A couple of weeks ago I scheduled a blog post — Unplugged — to be published while I was away on retreat. The following week, when I was back, I went on my website and had a little surprise.
My website displays my most recent blog posts on the homepage, along with the image that corresponds to each of them. For the Unplugged post, I used a photo of an electrical cord, unplugged, lying on the red carpet of our living room.
But somehow on the homepage a different photo appeared: a photo of a white feather (also on our red carpet) which I had used in a collage once in which the feather was representing a writing quill.
Now, I’m sure there is some logical explanation of how that happened, some glitch in the software program that accounts for it, but when weird things like that happen I like to pay attention to them, because often they are communicating something at a symbolic level.
Nighttime dreams, of course, weave elaborate and sometimes bizarre symbolic narratives that reveal something about our lives, our souls, our reality that is outside the view of our conscious mind. When I take the time to listen to my nighttime dreams and work on them, I find they can be tremendously helpful, and in some instances life-changing.
Every now and then, though, my waking life has bizarre moments too that feel like a dream — in fact I call them waking dream moments — and I frequently work on them much the same way I do my nighttime dreams, pondering their symbolism and interpreting what they might be conveying to me at this point in my life.
It might seem odd to approach waking life occurrences as though they were a dream. Most of us in this society have been acculturated into a worldview that denies any correlation between external events and internal realities. We are still very Newtonian in that sense. If we can’t see some sort of mechanistic cause and effect at work, well then, there’s no connection.
That’s the way I used to see things too, until about 11 years ago when I experienced a very powerful opening of consciousness in which I perceived that we are living in a dream, and that what’s happening outside of us is not at all unrelated to what’s happening inside of us; there is no separation between the two.
This understanding that we are living in a dream is an ancient one, found in the teachings of many spiritual traditions (though not those that have shaped the Western worldview), and I have come to believe that part of our spiritual evolutionary task as human beings is to become awake in the dream.
Now, back to the photo of the feather and what this recent little waking dream moment might be wanting to communicate to me.
Several years ago, I began noticing an odd thing.
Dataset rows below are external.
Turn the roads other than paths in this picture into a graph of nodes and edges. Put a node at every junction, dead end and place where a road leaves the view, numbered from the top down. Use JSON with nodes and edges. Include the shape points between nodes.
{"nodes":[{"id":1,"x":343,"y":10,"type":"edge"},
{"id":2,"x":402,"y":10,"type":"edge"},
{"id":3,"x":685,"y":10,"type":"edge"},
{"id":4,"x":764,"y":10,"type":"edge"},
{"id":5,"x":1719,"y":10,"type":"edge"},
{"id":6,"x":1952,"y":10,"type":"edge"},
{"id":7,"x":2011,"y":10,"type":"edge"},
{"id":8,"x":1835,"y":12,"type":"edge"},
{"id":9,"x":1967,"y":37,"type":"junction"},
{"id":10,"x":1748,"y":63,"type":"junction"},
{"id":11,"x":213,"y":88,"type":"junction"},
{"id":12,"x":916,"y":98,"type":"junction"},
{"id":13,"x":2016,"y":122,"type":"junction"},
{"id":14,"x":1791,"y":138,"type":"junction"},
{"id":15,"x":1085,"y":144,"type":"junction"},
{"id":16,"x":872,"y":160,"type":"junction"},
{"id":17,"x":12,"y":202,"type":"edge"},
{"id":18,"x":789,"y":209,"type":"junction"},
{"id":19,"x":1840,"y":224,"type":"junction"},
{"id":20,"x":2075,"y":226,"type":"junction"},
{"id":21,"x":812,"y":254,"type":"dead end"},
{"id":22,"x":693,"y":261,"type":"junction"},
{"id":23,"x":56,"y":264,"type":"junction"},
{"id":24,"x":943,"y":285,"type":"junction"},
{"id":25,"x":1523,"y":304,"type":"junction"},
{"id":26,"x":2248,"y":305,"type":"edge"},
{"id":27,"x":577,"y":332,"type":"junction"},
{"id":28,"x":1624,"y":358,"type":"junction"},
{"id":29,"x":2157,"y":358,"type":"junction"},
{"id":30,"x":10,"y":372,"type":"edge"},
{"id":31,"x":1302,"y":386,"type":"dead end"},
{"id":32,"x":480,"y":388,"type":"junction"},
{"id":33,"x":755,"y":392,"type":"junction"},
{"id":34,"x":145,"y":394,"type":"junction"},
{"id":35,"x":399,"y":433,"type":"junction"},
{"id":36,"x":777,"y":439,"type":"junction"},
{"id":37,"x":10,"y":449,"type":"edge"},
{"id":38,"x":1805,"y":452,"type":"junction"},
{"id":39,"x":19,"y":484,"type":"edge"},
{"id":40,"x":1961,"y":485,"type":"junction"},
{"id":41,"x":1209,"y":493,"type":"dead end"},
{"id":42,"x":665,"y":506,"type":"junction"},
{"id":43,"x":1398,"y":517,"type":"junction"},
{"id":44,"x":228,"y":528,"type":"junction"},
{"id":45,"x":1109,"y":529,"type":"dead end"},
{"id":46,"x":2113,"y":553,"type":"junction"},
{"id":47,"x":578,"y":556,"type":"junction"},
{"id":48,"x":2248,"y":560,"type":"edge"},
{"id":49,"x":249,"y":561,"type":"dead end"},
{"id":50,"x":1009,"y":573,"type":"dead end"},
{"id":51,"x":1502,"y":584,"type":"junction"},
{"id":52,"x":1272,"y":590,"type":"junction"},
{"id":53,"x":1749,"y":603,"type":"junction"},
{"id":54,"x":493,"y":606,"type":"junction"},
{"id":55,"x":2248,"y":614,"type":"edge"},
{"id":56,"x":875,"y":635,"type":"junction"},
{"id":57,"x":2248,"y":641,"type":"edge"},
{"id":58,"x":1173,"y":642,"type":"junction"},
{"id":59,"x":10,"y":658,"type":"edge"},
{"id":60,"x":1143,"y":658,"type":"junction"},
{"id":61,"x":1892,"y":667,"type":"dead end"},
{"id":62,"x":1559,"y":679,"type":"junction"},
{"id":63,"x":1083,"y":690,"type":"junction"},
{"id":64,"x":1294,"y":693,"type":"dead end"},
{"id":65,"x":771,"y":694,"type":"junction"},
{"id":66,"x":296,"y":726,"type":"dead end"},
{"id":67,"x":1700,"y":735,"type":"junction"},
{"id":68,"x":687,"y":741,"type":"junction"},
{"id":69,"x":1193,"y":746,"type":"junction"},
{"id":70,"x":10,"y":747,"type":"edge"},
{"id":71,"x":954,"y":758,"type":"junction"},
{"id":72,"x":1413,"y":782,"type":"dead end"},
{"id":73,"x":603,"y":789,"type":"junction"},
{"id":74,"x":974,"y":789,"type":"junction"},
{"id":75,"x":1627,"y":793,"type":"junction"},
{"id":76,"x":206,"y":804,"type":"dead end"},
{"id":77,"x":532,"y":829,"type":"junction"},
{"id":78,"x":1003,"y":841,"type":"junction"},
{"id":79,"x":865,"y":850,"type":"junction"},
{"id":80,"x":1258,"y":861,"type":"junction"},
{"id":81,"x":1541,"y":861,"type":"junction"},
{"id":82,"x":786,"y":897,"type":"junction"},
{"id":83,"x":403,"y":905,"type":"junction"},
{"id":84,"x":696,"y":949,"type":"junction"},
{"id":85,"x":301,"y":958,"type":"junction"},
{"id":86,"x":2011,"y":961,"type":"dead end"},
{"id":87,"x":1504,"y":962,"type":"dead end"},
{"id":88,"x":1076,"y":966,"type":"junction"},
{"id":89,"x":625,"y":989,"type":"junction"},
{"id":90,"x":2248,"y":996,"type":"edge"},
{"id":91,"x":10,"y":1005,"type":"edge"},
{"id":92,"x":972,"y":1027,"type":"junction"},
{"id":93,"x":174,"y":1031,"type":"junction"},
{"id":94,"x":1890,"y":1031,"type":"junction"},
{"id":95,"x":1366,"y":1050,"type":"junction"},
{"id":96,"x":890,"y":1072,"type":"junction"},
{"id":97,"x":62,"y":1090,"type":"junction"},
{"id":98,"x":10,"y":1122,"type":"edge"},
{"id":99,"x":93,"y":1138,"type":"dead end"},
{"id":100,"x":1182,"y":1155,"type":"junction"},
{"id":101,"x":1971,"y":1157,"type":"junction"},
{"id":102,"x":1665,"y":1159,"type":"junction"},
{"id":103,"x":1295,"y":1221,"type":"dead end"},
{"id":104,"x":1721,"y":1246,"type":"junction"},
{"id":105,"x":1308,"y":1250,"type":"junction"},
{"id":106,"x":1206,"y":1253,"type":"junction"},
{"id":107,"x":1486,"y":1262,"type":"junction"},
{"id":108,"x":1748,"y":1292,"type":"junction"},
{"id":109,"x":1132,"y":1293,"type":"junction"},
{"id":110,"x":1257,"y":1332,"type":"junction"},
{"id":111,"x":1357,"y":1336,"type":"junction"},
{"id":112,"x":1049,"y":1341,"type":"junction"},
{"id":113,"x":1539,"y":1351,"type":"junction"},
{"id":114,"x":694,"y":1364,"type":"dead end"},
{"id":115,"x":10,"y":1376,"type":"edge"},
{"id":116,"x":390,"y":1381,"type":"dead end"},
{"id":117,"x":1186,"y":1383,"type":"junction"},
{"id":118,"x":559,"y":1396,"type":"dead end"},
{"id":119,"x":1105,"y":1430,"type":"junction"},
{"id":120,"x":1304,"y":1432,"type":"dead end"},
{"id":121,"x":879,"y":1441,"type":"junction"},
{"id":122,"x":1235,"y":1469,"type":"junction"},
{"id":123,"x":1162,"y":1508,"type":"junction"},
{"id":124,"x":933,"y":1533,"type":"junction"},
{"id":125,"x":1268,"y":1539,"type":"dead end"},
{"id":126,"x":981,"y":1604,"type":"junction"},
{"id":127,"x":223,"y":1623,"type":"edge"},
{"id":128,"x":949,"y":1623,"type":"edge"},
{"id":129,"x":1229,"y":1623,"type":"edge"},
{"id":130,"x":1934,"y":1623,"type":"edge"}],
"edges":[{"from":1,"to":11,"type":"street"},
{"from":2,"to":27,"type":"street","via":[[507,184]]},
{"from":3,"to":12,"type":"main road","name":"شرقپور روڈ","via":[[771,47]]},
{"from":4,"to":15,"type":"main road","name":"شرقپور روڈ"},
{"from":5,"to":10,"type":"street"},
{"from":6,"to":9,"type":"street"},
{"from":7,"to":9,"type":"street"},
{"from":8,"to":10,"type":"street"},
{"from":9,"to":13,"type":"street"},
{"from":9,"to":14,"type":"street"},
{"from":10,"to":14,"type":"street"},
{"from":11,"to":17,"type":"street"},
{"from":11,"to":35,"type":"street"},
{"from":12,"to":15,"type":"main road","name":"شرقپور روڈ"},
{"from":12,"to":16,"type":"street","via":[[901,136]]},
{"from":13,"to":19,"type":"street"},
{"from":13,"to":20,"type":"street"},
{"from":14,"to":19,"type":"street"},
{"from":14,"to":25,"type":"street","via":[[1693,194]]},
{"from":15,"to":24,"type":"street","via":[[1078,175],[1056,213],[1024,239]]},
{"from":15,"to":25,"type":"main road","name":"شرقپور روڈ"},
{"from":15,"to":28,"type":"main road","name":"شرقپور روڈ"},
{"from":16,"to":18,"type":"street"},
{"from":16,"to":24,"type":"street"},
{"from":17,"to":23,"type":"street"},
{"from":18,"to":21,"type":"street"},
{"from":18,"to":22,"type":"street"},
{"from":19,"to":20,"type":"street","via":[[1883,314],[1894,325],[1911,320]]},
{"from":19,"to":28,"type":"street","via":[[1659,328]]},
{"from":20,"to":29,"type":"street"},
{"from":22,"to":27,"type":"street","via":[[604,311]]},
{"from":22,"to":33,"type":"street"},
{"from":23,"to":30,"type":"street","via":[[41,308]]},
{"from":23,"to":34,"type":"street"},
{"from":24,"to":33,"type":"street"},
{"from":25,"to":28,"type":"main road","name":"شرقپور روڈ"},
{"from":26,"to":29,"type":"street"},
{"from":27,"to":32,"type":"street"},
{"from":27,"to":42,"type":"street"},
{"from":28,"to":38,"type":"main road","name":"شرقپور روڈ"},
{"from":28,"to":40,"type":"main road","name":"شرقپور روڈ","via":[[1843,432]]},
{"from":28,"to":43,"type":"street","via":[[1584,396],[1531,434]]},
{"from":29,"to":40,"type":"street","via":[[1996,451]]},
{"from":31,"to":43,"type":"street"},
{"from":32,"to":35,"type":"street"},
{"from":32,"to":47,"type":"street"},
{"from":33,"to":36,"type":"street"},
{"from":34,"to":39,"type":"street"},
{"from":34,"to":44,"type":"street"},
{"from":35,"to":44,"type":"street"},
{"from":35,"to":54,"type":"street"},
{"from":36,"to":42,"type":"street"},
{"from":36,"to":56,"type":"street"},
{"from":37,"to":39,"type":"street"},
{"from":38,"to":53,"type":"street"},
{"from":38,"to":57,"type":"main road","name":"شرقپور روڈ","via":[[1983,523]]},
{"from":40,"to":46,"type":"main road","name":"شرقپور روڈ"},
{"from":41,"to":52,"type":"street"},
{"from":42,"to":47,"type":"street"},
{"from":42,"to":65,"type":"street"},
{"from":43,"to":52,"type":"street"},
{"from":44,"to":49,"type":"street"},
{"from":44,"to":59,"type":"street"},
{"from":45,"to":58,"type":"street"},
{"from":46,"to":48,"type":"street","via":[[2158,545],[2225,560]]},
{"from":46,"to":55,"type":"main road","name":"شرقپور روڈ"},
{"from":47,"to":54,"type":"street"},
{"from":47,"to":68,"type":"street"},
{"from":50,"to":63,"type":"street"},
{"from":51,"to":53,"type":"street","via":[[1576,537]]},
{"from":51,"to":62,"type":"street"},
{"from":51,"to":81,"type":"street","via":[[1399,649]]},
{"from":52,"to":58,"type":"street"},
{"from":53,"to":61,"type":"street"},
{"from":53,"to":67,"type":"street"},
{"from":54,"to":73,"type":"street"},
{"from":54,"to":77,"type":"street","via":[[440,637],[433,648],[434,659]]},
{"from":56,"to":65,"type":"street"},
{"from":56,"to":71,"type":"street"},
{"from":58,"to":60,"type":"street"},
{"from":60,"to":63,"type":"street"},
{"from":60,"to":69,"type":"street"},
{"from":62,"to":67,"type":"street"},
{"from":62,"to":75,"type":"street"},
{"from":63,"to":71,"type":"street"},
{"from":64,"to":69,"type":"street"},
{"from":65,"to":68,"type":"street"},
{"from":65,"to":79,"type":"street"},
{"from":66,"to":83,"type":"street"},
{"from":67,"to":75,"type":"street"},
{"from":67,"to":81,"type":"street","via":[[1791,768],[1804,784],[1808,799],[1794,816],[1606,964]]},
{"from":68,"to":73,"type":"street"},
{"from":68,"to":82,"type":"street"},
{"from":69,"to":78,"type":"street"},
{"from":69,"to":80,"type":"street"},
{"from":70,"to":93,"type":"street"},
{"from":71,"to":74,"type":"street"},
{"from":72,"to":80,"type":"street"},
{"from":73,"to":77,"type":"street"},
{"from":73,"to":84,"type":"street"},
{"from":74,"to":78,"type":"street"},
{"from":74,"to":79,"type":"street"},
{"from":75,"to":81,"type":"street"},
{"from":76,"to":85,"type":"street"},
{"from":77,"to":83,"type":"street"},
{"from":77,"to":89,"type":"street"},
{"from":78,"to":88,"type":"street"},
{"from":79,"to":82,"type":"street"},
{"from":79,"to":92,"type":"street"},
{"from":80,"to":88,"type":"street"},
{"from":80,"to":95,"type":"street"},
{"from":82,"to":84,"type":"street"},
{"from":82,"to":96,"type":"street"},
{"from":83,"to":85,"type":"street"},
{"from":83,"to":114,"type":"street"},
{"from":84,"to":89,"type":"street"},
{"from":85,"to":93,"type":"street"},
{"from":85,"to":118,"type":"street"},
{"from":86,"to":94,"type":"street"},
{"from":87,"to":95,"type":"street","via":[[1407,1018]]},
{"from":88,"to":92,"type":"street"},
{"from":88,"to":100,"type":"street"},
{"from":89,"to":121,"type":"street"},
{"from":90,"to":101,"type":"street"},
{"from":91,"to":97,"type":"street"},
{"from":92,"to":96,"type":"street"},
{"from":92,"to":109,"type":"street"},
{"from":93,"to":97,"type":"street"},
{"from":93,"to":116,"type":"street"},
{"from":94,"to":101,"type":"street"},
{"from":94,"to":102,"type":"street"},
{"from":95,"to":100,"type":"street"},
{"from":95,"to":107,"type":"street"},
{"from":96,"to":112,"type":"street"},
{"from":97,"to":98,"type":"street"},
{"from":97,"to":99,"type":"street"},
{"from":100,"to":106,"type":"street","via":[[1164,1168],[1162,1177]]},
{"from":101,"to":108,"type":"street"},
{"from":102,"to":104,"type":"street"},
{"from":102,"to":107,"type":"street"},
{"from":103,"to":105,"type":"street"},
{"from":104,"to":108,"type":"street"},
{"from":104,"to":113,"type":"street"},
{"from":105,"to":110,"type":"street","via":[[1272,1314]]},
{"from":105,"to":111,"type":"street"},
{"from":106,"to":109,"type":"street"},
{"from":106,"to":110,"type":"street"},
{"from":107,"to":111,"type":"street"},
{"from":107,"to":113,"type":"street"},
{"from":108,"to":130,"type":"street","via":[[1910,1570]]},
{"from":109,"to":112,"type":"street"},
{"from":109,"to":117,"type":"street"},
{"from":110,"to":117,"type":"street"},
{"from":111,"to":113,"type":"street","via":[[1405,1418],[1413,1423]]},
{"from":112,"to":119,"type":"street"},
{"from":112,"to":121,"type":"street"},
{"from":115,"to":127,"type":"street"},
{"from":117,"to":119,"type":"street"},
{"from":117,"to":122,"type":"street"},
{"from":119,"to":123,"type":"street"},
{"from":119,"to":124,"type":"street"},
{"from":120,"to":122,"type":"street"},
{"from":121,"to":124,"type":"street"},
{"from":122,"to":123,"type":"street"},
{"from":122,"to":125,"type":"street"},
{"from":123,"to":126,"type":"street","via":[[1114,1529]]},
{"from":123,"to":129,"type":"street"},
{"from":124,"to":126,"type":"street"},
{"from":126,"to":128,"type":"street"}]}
Frequently, and for no apparent reason, an image would pop into my mind. It was always the same image, of a little shop I knew of in Kansas City called Pen Place where they sold fancy writing implements, and the shop was always seen from the same vantage point, about half a block away.
When I finally started to take the image seriously, rather than just writing it off (no pun intended), I began to suspect that the image was trying to tell me something. It was a shop that sold writing implements, and I realized it was telling me to write, something I’d been meaning to do for quite a while but just hadn’t gotten around to.
My hunch was confirmed when I finally did start in on the writing projects I’d had in mind and the image of Pen Place stopped coming to me. Just like a recurring dream, once I listened to it and integrated its message, it didn’t need to keep coming.
That experience of Pen Place was somewhere between a nighttime dream and a waking dream; it was a sort of daydream in which my unconscious mind was trying to get my conscious mind to take heed of an important task.
I believe this more recent experience, with the quill showing up on my homepage, is a waking dream moment that is addressing a similar issue.
You see, while I was on retreat I was unplugging for two reasons: so that I could immerse myself in my spiritual practices, and so that I could sink into my current writing project, which is a memoir that traces my spiritual path and where it has led me in terms of how I currently see Christianity.
Why would this waking dream symbol come to me now? Why would it be presenting the image of a quill alongside my Unplugged post? Why that image, now?
Well, I think I know why. I have been attempting to discern lately to what extent I should make this memoir project my primary focus, and to what extent I should be designing and leading workshops and classes — for which I have many ideas that excite me. This little homepage “glitch” suggests to me that now is the time for me to unplug from other obligations and focus on writing.
You might think all of this is crazy, and that’s fine. All I know is these synchronous happenings have been very instructive for me in my life, and they are one factor I take into account when I am in a process of discernment.
Years ago I found that the more I started paying attention to waking dream moments, the more frequently they seemed to occur. Of course, it may be that they were there all along and I just wasn’t noticing them because I didn’t believe such things were possible.
I bet you’ve had some of those moments in your life, and maybe you’re experiencing some right now. If so, I really encourage you to stop and listen, because they truly might be presenting you a gift of guidance.